START INPUT DATA
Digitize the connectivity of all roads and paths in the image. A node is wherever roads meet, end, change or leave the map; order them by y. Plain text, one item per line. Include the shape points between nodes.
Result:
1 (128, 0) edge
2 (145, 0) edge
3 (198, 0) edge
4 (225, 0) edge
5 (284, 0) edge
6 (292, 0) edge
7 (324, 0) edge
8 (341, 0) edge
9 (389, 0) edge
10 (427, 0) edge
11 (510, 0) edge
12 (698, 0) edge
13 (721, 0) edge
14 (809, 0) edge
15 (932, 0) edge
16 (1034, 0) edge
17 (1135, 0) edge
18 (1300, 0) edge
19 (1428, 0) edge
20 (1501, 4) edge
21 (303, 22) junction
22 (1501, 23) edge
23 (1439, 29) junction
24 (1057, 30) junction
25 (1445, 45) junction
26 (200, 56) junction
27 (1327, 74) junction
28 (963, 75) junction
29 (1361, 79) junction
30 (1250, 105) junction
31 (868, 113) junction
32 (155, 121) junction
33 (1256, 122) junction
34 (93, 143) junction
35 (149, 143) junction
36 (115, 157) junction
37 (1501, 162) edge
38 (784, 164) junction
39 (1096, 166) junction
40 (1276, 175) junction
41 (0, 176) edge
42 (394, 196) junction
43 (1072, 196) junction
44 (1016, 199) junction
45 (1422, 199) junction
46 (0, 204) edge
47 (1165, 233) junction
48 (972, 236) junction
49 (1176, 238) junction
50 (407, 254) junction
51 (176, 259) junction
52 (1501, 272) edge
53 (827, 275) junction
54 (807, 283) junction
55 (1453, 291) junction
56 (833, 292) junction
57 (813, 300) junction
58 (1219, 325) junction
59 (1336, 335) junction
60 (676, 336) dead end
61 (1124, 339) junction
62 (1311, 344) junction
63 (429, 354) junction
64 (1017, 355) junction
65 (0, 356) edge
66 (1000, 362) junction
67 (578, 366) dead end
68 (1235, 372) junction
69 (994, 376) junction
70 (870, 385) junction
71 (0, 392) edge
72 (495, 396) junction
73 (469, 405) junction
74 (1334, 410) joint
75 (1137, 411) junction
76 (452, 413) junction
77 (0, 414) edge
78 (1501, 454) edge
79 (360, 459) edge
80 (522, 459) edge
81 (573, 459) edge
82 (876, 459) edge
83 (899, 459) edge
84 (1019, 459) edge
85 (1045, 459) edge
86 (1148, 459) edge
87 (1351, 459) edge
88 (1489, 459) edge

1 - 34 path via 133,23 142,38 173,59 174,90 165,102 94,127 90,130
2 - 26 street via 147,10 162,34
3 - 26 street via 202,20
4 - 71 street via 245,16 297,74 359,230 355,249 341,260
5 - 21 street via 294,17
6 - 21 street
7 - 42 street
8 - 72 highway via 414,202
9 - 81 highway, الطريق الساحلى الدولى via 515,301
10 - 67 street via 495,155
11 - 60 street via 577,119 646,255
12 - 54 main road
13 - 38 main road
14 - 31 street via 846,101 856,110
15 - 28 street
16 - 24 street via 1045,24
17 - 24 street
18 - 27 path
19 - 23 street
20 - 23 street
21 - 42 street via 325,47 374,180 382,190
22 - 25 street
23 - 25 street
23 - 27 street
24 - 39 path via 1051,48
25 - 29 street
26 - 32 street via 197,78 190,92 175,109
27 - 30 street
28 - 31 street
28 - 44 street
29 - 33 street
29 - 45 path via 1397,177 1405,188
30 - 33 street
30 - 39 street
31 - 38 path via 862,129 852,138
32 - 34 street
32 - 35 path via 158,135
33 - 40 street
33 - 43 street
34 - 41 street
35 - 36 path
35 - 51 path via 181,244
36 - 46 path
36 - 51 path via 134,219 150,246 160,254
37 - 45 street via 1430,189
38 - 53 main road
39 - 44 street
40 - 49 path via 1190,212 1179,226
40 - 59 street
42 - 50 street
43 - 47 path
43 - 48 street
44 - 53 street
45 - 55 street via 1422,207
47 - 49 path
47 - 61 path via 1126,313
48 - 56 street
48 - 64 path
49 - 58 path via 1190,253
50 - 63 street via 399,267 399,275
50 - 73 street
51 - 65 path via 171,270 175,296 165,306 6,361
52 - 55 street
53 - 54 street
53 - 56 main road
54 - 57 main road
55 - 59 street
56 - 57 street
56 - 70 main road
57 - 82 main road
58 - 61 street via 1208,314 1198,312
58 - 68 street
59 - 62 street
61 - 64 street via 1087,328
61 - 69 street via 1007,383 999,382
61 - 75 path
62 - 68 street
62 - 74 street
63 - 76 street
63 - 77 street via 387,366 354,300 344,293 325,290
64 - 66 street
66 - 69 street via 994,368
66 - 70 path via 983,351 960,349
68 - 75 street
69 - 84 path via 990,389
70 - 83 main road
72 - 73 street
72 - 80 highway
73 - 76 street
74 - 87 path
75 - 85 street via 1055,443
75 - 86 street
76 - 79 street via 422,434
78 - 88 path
END INPUT DATA
WORK ITEM: Give only the number of lines above holding "highway".

ANSWER BELOW: 3